RECORDS FOR THIS EXERCISE:
|---|
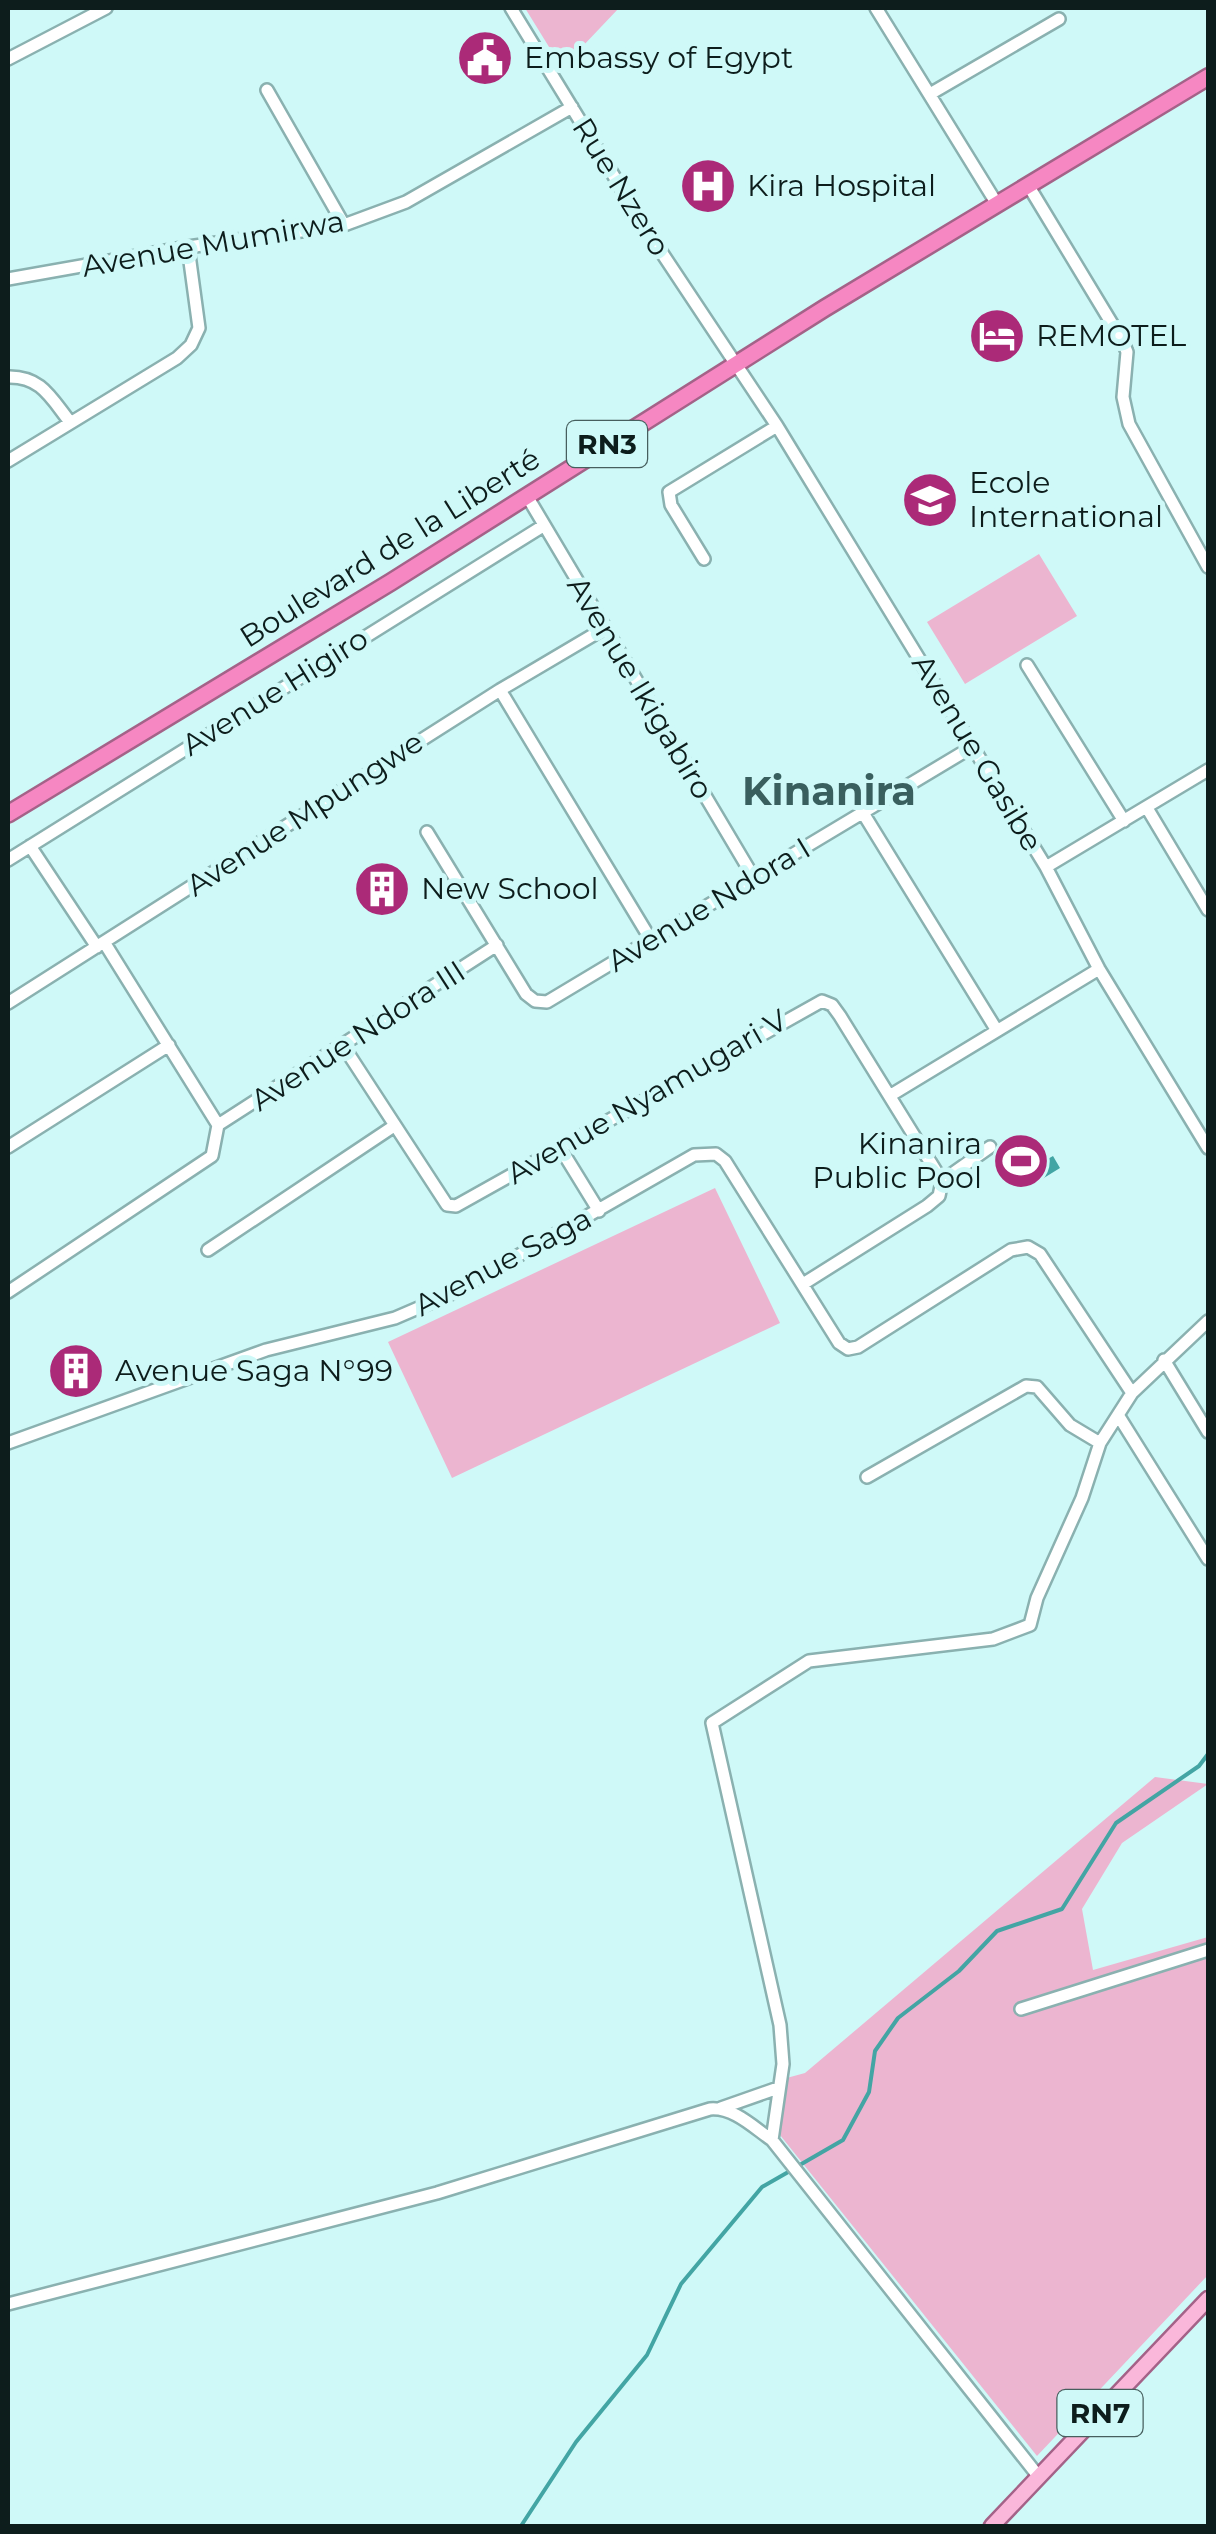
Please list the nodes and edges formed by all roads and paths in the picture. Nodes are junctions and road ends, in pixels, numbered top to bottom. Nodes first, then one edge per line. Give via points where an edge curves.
|---|
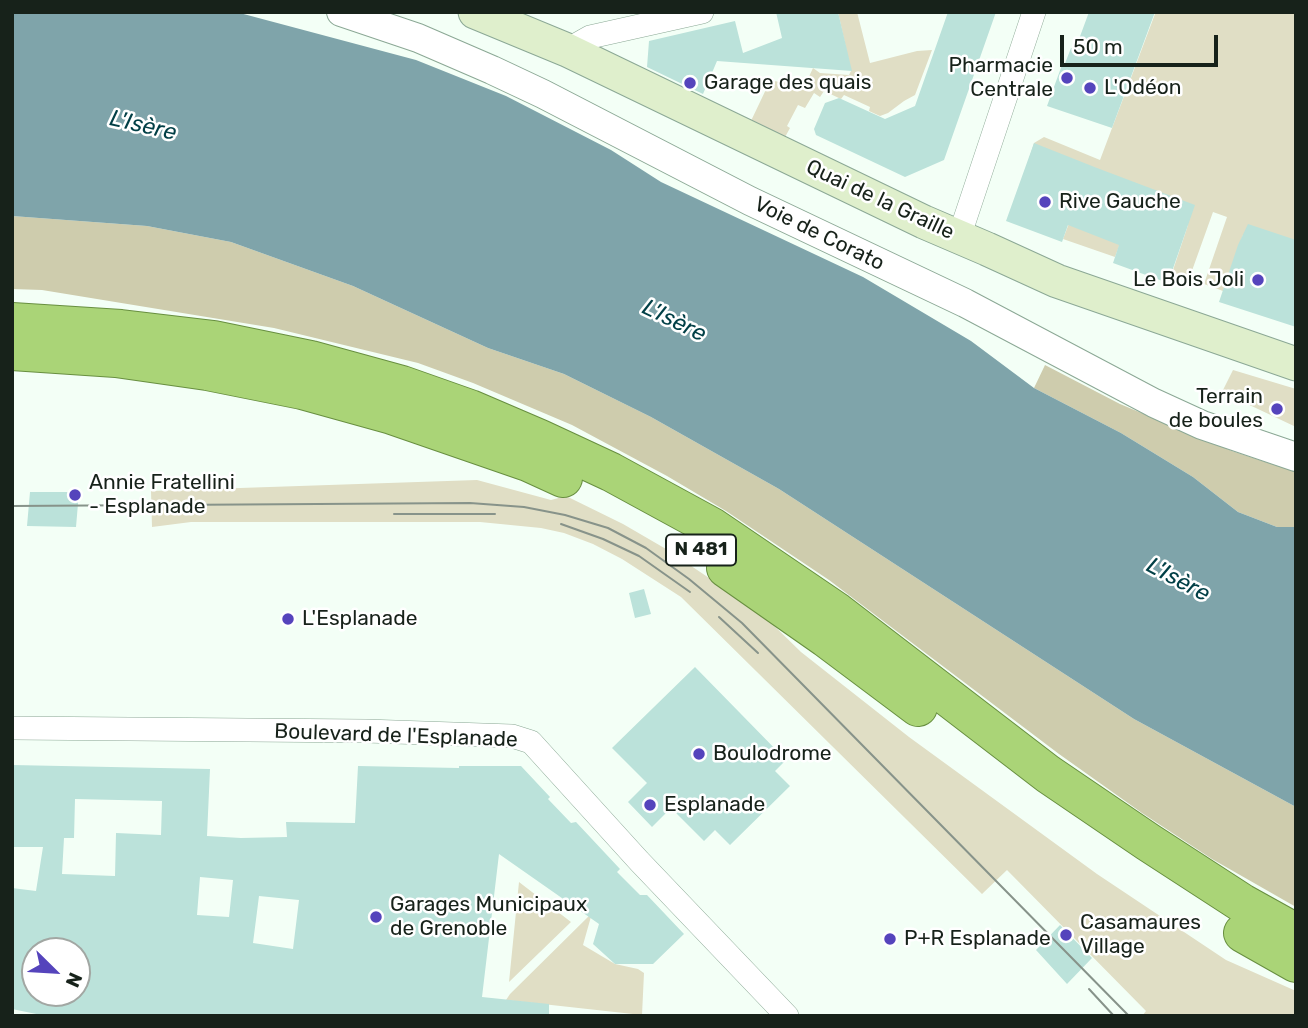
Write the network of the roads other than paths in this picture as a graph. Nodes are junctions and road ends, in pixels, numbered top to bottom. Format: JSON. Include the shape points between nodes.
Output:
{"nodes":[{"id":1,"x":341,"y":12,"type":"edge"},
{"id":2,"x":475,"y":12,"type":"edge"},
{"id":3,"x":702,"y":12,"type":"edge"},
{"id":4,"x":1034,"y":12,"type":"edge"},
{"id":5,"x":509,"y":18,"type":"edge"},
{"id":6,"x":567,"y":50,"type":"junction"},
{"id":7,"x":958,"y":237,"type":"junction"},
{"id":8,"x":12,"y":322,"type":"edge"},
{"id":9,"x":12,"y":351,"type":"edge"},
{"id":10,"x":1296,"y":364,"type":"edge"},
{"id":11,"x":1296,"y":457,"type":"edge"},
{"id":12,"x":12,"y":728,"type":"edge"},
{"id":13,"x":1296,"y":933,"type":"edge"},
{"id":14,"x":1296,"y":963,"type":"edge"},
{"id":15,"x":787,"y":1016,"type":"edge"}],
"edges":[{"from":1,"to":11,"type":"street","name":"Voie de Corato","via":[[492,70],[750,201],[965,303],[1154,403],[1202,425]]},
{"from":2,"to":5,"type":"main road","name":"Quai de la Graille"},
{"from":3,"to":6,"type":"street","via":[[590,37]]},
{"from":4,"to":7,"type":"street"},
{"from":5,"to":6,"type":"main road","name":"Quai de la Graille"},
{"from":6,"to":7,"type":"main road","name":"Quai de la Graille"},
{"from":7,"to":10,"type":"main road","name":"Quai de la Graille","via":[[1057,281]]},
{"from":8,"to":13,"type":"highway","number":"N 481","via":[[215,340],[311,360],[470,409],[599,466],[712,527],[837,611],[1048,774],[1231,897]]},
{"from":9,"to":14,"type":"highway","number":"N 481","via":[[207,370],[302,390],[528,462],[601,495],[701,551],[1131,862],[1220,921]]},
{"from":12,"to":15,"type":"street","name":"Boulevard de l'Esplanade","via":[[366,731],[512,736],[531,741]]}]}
|---|
EXERCISE PROMPT:
Copy each line from the records above that includes the string "points".

ANSWER TO THE PROBLEM:
Please list the nodes and edges formed by all roads and paths in the picture. Nodes are junctions and road ends, in pixels, numbered top to bottom. Nodes first, then one edge per line. Give via points where an edge curves.
Write the network of the roads other than paths in this picture as a graph. Nodes are junctions and road ends, in pixels, numbered top to bottom. Format: JSON. Include the shape points between nodes.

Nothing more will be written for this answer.